Apple's iPhone users remain the most loyal smartphone owners around even after seven years of vicious competition from Samsung: people who buy one iPhone are far more likely to purchase another.
Best of breed
These are the facts as identified by WDS (a Xerox company) which claims Apple boasts the best brand retention in the industry -- 76 percent.
"Brand retention (customers who replace their smartphone with another from the same manufacturer) is led by Apple and Samsung. WDS found that Apple retains 76 percent of its customers, followed by Samsung (58 percent). No other smartphone manufacturer managed to keep brand retention above 40 percent."

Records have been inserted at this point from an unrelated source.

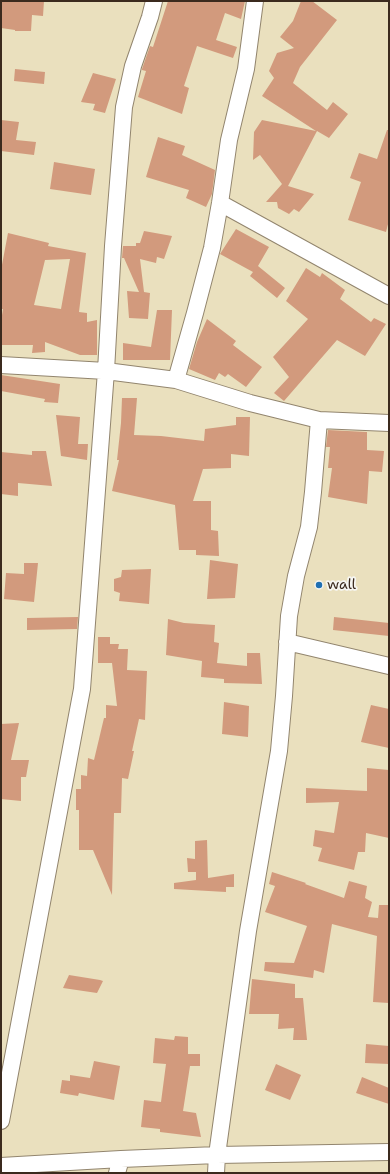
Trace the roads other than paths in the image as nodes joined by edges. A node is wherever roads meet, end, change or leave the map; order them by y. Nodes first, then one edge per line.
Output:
1 (154, 1) edge
2 (255, 1) edge
3 (220, 203) junction
4 (389, 296) edge
5 (1, 365) edge
6 (106, 371) junction
7 (176, 380) junction
8 (320, 420) junction
9 (389, 423) edge
10 (287, 642) junction
11 (389, 666) edge
12 (1, 1121) edge
13 (389, 1152) edge
14 (217, 1155) junction
15 (1, 1166) edge
16 (119, 1166) edge
17 (216, 1173) edge

1 - 6 street
2 - 3 street
3 - 4 street
3 - 7 street
5 - 6 street
6 - 7 street
6 - 12 street
7 - 8 street
8 - 9 street
8 - 10 street
10 - 11 street
10 - 14 street
13 - 14 street
14 - 16 street
14 - 17 street
15 - 16 street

Apple attracts 24 percent of migrating customers to its platform in the face of Samsung's billions of dollars of marketing through an overtly uncritical media and enormous subsidies through carriers.

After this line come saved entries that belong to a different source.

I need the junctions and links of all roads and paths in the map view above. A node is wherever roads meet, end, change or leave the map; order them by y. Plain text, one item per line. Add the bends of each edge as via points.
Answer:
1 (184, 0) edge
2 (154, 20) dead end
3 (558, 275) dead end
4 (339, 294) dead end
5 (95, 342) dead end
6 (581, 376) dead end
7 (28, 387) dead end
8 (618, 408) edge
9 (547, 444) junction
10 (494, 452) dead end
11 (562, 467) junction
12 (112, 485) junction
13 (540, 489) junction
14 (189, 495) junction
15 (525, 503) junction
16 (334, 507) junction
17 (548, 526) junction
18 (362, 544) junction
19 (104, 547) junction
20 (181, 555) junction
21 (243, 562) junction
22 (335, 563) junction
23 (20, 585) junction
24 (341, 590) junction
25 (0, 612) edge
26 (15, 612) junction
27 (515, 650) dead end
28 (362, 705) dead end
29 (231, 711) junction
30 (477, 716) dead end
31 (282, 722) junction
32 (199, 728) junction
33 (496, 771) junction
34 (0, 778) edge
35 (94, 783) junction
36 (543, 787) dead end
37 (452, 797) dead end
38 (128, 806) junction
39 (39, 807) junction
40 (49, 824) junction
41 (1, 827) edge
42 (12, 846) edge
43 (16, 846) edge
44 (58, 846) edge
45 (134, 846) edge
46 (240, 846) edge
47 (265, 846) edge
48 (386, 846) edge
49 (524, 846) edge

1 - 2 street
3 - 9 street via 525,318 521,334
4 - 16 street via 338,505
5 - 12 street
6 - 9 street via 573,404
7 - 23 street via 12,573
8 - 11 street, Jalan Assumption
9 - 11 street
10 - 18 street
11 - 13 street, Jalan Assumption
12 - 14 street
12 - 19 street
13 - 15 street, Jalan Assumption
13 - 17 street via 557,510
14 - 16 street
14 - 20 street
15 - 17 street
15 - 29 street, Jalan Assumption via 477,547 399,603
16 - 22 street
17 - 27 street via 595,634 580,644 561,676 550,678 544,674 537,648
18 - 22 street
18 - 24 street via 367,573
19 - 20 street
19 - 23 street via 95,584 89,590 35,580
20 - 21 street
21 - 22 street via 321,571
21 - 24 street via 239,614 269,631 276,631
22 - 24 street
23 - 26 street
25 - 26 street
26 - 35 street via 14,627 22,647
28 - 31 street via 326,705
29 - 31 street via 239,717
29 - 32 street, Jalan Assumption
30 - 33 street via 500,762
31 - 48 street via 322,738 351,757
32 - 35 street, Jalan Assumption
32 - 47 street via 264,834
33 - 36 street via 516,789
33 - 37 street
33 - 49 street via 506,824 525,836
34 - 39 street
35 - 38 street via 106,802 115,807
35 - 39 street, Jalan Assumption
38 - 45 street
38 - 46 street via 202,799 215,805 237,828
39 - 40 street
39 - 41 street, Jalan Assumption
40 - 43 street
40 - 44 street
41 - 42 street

Samsung's marketing works: WDS says it attracts 34 percent of all consumers switching device brands.
“This metric speaks a lot to the marketing might of Samsung. The company has been very successful in developing solid relationships with almost every mobile operator on the planet and then building devices to a variety of price-points. This exposes the Samsung portfolio to an enormous base of potential customers,” said WDS marketing VP, Tim Deluca-Smith.
Heading for a crash
Despite its exposure, Samsung should be worried.
While it is wiping the floor with smartphones from other Android manufacturers, it has failed to dent the high end of the industry.
Apple's iPhone 5S is the biggest selling high-end smartphone, while Samsung's current best-in-class device only just competes with Apple's "failed" iPhone 5C in actual sales. Samsung's high-end devices only ever compete with Apple's last year iPhone. Customers are not blind to this.
Given Samsung offers devices for every price point, heavily subsidized through markets across the planet, and huge amounts on advertising, it's a wonder it isn’t delivering better results.
It comes down to user experiences. Samsung has failed to match Apple's, which is why sundry smartphone usage figures show it has failed to deliver a market of active users.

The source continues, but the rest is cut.